After this report the police relaxed a little towards me and another officer came up over the side. At this we discovered that my personal details were all in order. In fact even my registered address was almost the same. The street, house and apartment number all checked out, until a small discrepancy in the postal code gave way. This single letter difference revealed that my own apartment was on a different B------- Avenue!

A few standard procedures later and the chief detective, the first two officers, and a car load of curious firefighter's and myself drove across town to examine the apartment corresponding with the zip. The land lord stayed behind infuriated, however he volunteered to had arrangements made for the safe removal of my belongings. The drive lasted only minutes with the sirens and we arrived at the house. It was exactly like the one I'd woke up in only it still had a top floor. The street and the park were identical although I thought it best not to mention it. In the officer's eyes I was likely one stray comment away from the asylum.

We all entered the house and the other borders greeted me. Everything was in order as I'd remembered it to be. My key unlocked the top floor apartment but the rooms were entirely barren. Fortunately dust and age marks on the flooring perfectly mapped out the layout which had obviously been hastily removed. The investigators subsided that this was in fact an identical layout to the strange roof top anomaly and could certainly prove that all my furniture was once here.

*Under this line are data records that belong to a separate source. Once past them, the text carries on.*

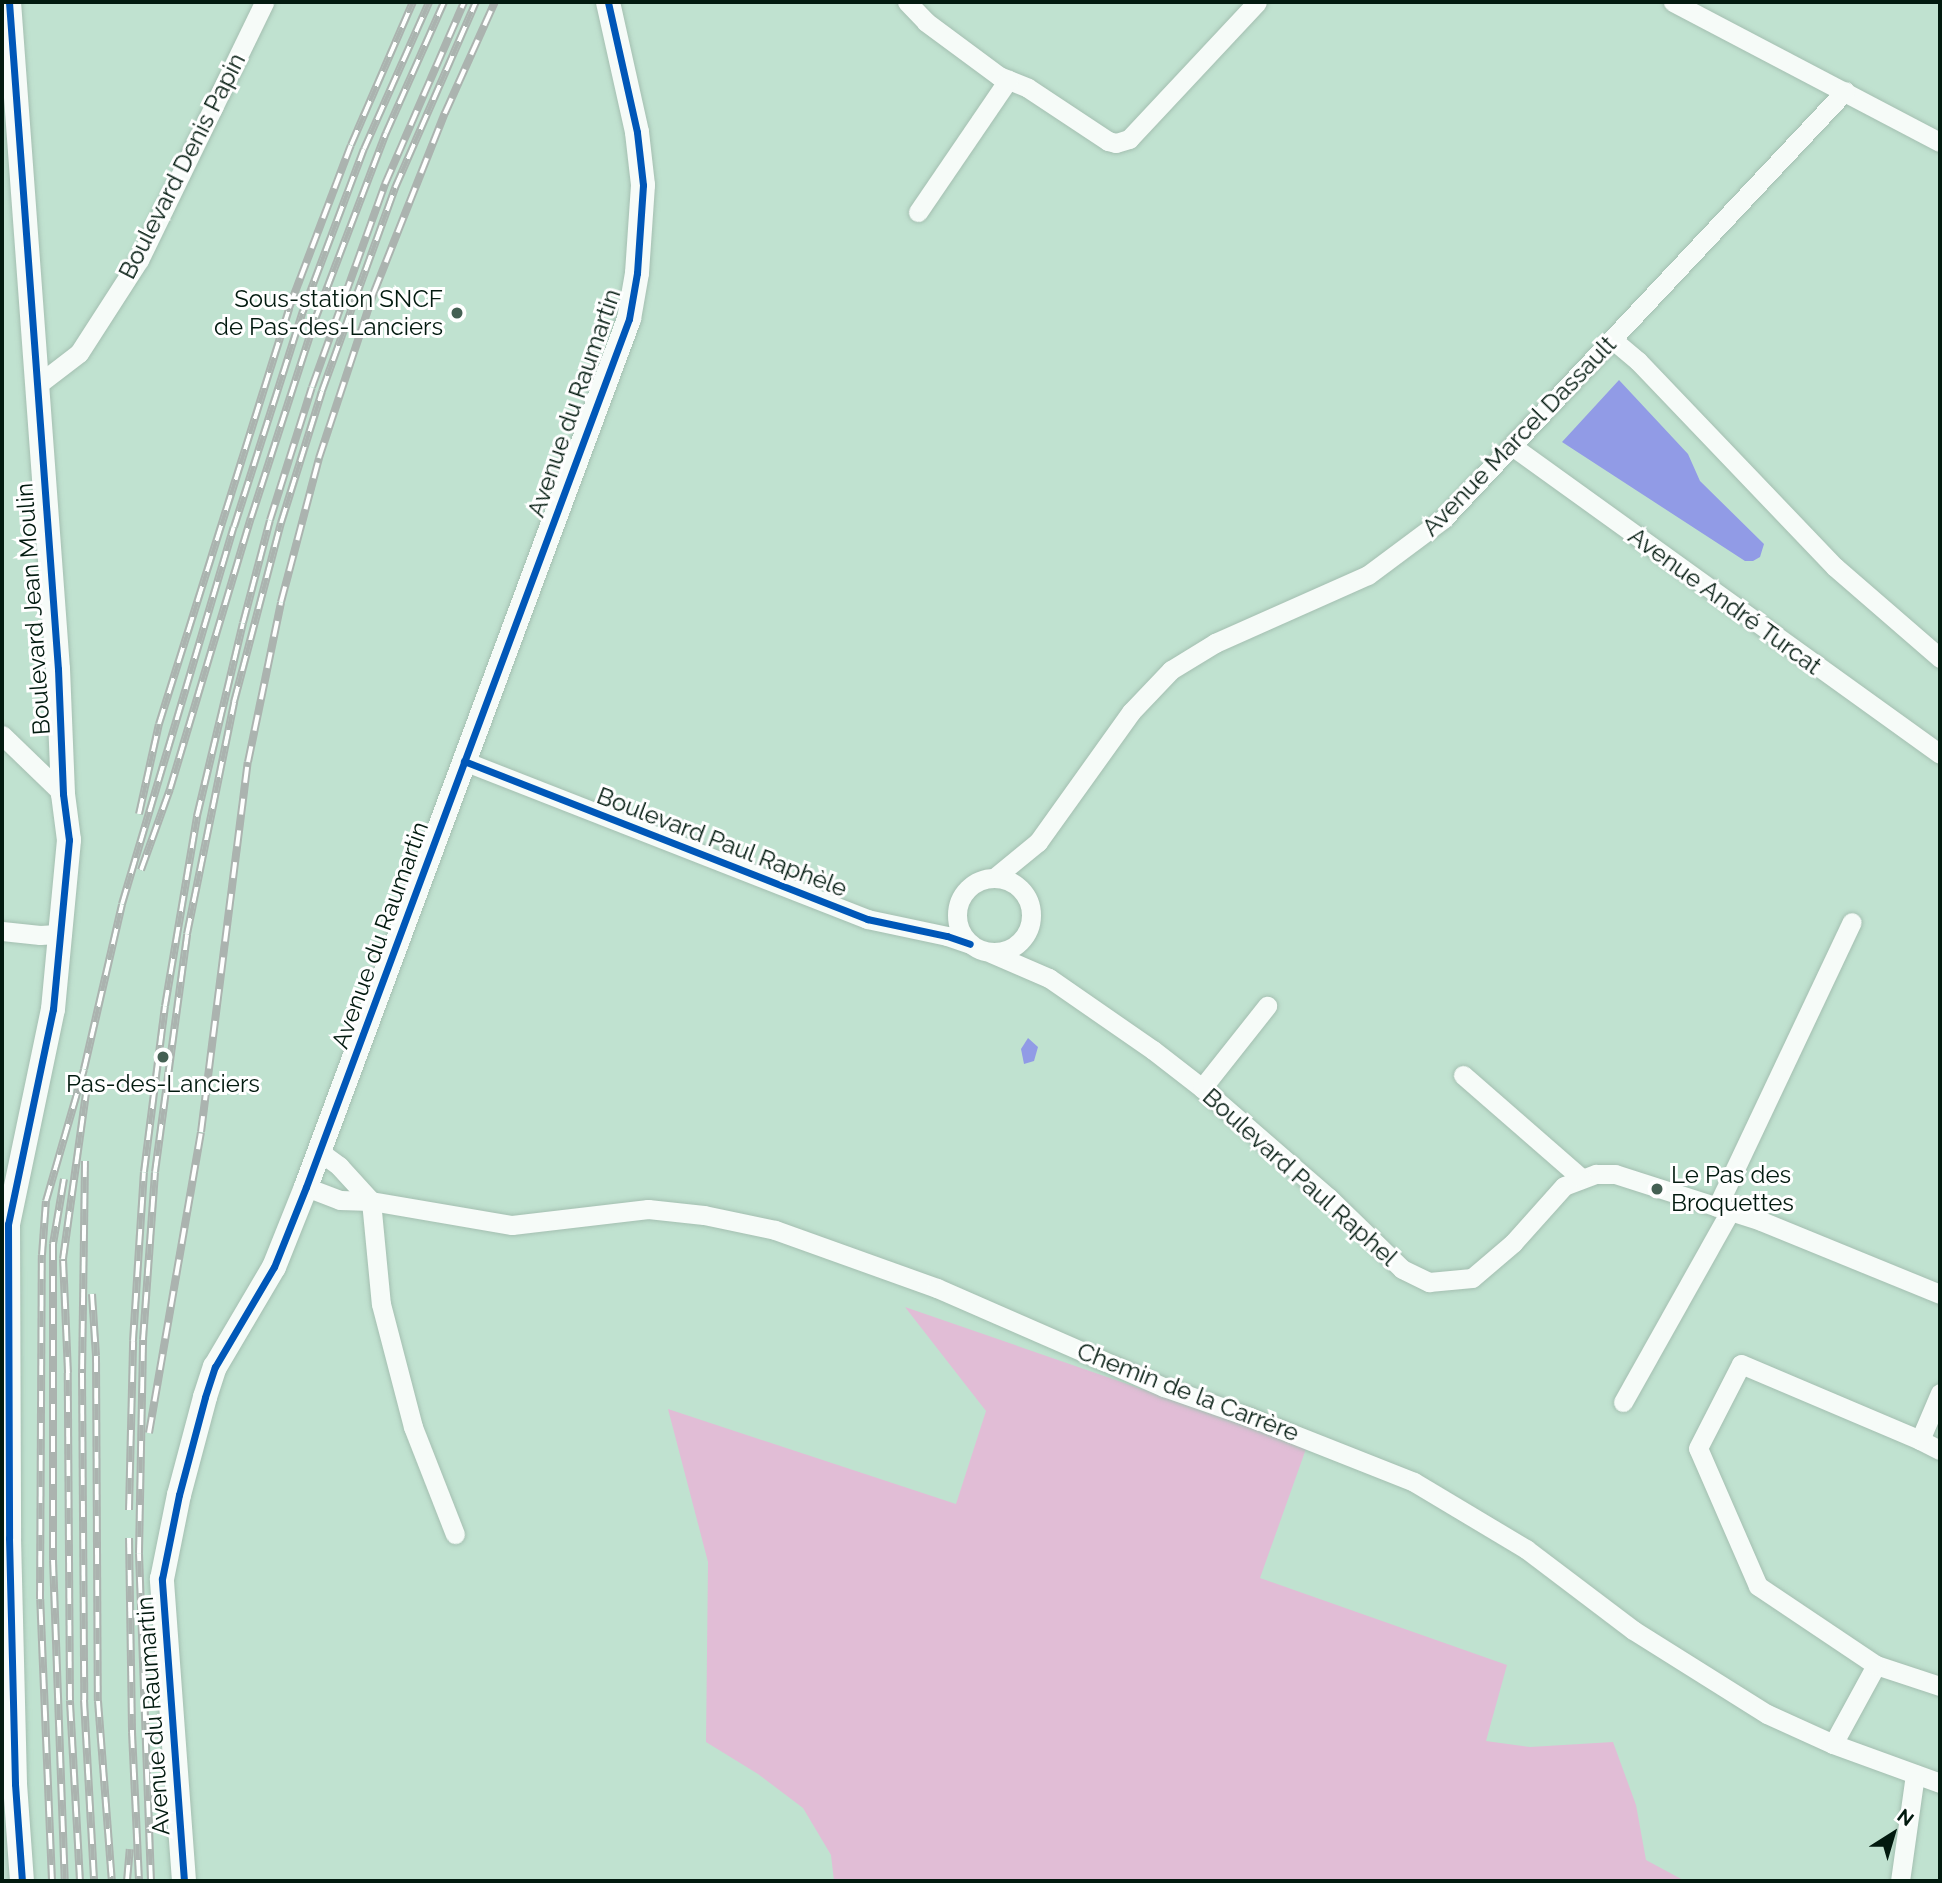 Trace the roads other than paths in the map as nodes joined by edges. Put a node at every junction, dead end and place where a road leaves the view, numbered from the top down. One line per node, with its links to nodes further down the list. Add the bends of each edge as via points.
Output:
1 (9, 2): 12 (street, Boulevard Jean Moulin)
2 (264, 2): 12 (street, Boulevard Denis Papin, via 139,260 79,353)
3 (608, 2): 17 (street, Avenue du Raumartin, via 637,132 643,185 629,319)
4 (907, 2): 7 (street, via 926,22)
5 (1257, 2): 7 (street, via 1124,141 1108,141 1028,88)
6 (1673, 2): 8 (street)
7 (1008, 80): 10 (street)
8 (1845, 91): 9 (street); 11 (street, Avenue Marcel Dassault)
9 (1940, 142)
10 (918, 212)
11 (1613, 340): 13 (street, Avenue Marcel Dassault); 14 (street, via 1835,567)
12 (36, 386): 18 (street, Boulevard Jean Moulin)
13 (1512, 446): 16 (street, Avenue André Turcat); 19 (street, Avenue Marcel Dassault, via 1443,519 1394,558 1359,579 1215,643 1171,670 1131,712)
14 (1940, 658)
15 (2, 735): 18 (street)
16 (1940, 754)
17 (464, 761): 25 (street, Boulevard Paul Raphèle, via 867,919); 34 (street, Avenue du Raumartin)
18 (63, 794): 27 (street, Boulevard Jean Moulin, via 69,840)
19 (1038, 842): 20 (street, Avenue Marcel Dassault); 21 (street, Avenue Marcel Dassault)
20 (994, 878): 21 (street, via 1016,885); 22 (street, via 972,884)
21 (1025, 894): 24 (street, via 1032,917)
22 (958, 902): 25 (street); 28 (street, via 958,925)
23 (1852, 922): 38 (street)
24 (1029, 929): 29 (street, via 1014,947); 30 (street, Boulevard Paul Raphel)
25 (916, 930): 28 (street, Boulevard Paul Raphèle)
26 (2, 932): 27 (street)
27 (62, 934): 45 (street, Boulevard Jean Moulin, via 44,1063 8,1224)
28 (970, 944): 29 (street)
29 (991, 953): 30 (street, Boulevard Paul Raphel)
30 (1049, 978): 33 (street, Boulevard Paul Raphel)
31 (1267, 1006): 33 (street)
32 (1464, 1075): 35 (street)
33 (1202, 1088): 35 (street, Boulevard Paul Raphel, via 1328,1197 1402,1269 1429,1282 1472,1279 1513,1243 1564,1186)
34 (320, 1152): 36 (street, Avenue du Raumartin); 37 (street)
35 (1581, 1178): 38 (street, Boulevard Paul Raphel, via 1615,1174)
36 (306, 1187): 37 (street, Chemin de la Carrère, via 340,1200); 53 (street, Avenue du Raumartin, via 274,1267 215,1367 179,1495 162,1579)
37 (371, 1201): 44 (street, via 381,1304 413,1427); 49 (street, Chemin de la Carrère, via 512,1225 648,1209 704,1215 775,1230 937,1288 1164,1387 1414,1482 1526,1549 1633,1630 1767,1714)
38 (1724, 1209): 39 (street, Boulevard Paul Raphel); 41 (street)
39 (1940, 1294)
40 (1940, 1393): 42 (street)
41 (1623, 1402)
42 (1920, 1440): 43 (street); 47 (street, via 1741,1364 1698,1447 1758,1586)
43 (1940, 1450)
44 (455, 1535)
45 (5, 1544): 46 (street, Boulevard Jean Moulin)
46 (7, 1647): 52 (street, Boulevard Jean Moulin)
47 (1877, 1665): 48 (street); 49 (street)
48 (1940, 1686)
49 (1833, 1744): 50 (street, Chemin de la Carrère)
50 (1915, 1773): 51 (street, Chemin de la Carrère); 54 (street)
51 (1940, 1783)
52 (22, 1881)
53 (184, 1881)
54 (1900, 1881)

The officer's asked my housemate numerous questions and perplexed by their discoveries decided to call the building's owner. James, the land lord of this second building arrived looking uncannily identical to the angered James on the roof. Even the officer's were startled. The only distinguishing characteristic I can explain was that this second James seemed that much more like my memories but not for any identifiable reason.

So following much deliberation, the police decided to release me though the courts will likely assign me the bill for returning my things. There is a moving company lowering the furniture as I write, and I am expecting all my possessions by six o'clock tonight. The officer's warned me that this would go in their files and that they would be watching in case of any further occurrences. My earlier suspicions were consolidated as the chief Detective turned back before exiting and said "You probably shouldn't talk about this much, you don't want to end up at the center for addiction and mental health." I glanced out at the frenzied streets, people and towers and answered unintentionally "I am already be there."